Kinase inhibitor; Selectivity; Phylogenetics; Chemogenomics; Polypharmacology
Cancer is a genetic disease that develops through a series of somatic mutations, a subset of which drive cancer progression. Although cancer genome sequencing studies are beginning to reveal the mutational patterns of genes in various cancers, identifying the small subset of “causative” mutations from the large subset of “non-causative” mutations, which accumulate as a consequence of the disease, is a challenge. In this article, we present an effective machine learning approach for identifying cancer-associated mutations in human protein kinases, a class of signaling proteins known to be frequently mutated in human cancers. We evaluate the performance of 11 well known supervised learners and show that a multiple-classifier approach, which combines the performances of individual learners, significantly improves the classification of known cancer-associated mutations. We introduce several novel features related specifically to structural and functional characteristics of protein kinases and find that the level of conservation of the mutated residue at specific evolutionary depths is an important predictor of oncogenic effect. We consolidate the novel features and the multiple-classifier approach to prioritize and experimentally test a set of rare unconfirmed mutations in the epidermal growth factor receptor tyrosine kinase (EGFR). Our studies identify T725M and L861R as rare cancer-associated mutations inasmuch as these mutations increase EGFR activity in the absence of the activating EGF ligand in cell-based assays.

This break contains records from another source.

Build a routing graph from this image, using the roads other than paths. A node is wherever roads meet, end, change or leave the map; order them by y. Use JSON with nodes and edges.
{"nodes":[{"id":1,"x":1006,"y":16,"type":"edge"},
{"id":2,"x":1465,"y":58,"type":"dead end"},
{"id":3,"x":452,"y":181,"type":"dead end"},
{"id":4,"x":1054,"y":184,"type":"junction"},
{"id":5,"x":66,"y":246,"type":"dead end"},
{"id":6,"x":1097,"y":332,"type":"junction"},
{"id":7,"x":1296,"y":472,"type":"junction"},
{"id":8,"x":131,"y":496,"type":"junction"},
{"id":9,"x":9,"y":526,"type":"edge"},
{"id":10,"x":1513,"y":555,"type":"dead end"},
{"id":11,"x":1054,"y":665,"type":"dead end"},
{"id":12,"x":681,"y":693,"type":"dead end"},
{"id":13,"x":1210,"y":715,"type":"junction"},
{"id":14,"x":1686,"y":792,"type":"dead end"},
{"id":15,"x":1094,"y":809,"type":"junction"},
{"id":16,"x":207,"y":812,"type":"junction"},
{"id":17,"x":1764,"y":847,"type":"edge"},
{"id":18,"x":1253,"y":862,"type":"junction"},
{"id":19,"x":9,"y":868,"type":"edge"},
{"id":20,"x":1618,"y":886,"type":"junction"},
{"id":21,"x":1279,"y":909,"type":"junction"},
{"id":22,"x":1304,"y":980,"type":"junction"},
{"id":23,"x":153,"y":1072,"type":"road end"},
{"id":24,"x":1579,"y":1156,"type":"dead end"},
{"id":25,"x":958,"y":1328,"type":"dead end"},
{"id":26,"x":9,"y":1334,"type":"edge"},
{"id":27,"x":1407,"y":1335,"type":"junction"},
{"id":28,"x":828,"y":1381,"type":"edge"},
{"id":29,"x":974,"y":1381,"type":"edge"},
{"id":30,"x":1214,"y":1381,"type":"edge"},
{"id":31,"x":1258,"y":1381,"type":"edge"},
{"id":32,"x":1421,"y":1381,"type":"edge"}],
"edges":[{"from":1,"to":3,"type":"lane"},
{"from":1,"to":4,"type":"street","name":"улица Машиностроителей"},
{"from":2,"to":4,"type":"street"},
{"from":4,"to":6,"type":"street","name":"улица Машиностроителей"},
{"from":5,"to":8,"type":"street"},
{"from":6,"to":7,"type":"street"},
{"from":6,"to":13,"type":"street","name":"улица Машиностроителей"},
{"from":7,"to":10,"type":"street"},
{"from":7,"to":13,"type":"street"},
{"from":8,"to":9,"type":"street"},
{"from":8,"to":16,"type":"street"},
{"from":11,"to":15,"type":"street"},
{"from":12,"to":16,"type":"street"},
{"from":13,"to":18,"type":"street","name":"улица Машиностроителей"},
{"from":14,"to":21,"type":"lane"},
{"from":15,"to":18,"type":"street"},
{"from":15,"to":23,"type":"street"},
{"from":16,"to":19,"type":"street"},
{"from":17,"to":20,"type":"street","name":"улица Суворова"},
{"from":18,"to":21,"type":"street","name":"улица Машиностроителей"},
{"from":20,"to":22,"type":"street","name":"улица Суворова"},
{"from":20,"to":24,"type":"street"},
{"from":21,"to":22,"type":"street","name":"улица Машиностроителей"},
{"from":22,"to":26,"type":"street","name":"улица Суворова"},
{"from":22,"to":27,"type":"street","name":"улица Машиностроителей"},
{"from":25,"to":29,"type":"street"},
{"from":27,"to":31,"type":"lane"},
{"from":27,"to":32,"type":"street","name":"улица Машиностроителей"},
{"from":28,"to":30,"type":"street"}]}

Cancer progresses by accumulation of mutations in a subset of genes that confer growth advantage. The 518 protein kinase genes encoded in the human genome, collectively called the kinome, represent one of the largest families of oncogenes. Targeted sequencing studies of many different cancers have shown that the mutational landscape comprises both cancer-causing “driver” mutations and harmless “passenger” mutations. While the frequent recurrence of some driver mutations in human cancers helps distinguish them from the large number of passenger mutations, a significant challenge is to identify the rare “driver” mutations that are less frequently observed in patient samples and yet are causative. Here we combine computational and experimental approaches to identify rare cancer-associated mutations in Epidermal Growth Factor receptor kinase (EGFR), a signaling protein frequently mutated in cancers. Specifically, we evaluate a novel multiple-classifier approach and features specific to the protein kinase super-family in distinguishing known cancer-associated mutations from benign mutations. We then apply the multiple classifier to identify and test the functional impact of rare cancer-associated mutations in EGFR. We report, for the first time, that the EGFR mutations T725M and L861R, which are infrequently observed in cancers, constitutively activate EGFR in a manner analogous to the frequently observed driver mutations.